*WHAT YOU NEED TO DO*
Return each line below holding the string "Cremona".

(Recorded data)
* * * * * * * * *

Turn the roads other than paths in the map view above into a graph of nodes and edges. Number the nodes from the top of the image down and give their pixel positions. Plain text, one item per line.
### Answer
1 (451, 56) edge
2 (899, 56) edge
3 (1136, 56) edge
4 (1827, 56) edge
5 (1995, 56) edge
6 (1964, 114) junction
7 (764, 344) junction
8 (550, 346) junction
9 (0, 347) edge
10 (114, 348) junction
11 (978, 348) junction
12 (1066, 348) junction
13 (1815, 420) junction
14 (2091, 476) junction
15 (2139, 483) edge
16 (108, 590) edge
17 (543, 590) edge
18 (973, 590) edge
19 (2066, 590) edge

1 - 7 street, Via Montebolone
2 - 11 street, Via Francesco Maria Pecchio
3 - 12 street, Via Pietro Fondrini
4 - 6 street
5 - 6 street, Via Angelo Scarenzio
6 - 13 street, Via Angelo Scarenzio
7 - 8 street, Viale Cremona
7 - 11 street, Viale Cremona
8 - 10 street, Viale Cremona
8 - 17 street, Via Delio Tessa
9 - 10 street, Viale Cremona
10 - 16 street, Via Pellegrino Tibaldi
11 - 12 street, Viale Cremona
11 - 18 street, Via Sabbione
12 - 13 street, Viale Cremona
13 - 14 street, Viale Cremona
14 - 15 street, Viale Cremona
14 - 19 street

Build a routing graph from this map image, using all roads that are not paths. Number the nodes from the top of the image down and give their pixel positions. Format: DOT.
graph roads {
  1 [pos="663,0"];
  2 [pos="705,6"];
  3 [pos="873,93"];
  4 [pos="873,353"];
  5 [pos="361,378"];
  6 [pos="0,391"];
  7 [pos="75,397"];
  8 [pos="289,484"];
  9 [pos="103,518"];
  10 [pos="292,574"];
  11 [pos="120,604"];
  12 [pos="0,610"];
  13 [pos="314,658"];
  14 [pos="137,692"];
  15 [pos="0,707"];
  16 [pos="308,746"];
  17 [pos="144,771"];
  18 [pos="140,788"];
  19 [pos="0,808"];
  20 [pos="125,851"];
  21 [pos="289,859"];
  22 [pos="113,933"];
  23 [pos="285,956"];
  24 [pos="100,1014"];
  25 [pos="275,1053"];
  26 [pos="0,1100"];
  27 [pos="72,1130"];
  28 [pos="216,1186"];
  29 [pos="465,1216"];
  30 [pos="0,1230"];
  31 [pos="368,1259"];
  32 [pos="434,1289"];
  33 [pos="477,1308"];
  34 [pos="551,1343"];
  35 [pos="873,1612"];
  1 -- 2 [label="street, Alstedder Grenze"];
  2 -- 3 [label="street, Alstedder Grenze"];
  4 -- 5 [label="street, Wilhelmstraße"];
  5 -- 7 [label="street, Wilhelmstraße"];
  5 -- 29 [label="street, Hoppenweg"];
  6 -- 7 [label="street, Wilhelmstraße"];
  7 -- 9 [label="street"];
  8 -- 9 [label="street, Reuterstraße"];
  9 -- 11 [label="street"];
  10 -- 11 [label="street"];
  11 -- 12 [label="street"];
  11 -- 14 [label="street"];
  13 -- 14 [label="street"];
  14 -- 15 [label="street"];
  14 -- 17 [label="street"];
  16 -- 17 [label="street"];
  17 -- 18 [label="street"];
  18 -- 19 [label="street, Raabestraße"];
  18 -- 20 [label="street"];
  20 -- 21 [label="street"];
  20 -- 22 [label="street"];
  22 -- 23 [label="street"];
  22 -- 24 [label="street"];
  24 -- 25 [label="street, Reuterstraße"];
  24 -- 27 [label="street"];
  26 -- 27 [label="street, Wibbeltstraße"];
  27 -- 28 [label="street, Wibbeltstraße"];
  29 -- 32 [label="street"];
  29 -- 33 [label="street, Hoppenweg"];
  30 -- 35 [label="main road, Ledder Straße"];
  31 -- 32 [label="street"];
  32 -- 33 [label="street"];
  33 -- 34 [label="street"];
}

* * * * * * * * *

*SOLUTION*
7 - 8 street, Viale Cremona
7 - 11 street, Viale Cremona
8 - 10 street, Viale Cremona
9 - 10 street, Viale Cremona
11 - 12 street, Viale Cremona
12 - 13 street, Viale Cremona
13 - 14 street, Viale Cremona
14 - 15 street, Viale Cremona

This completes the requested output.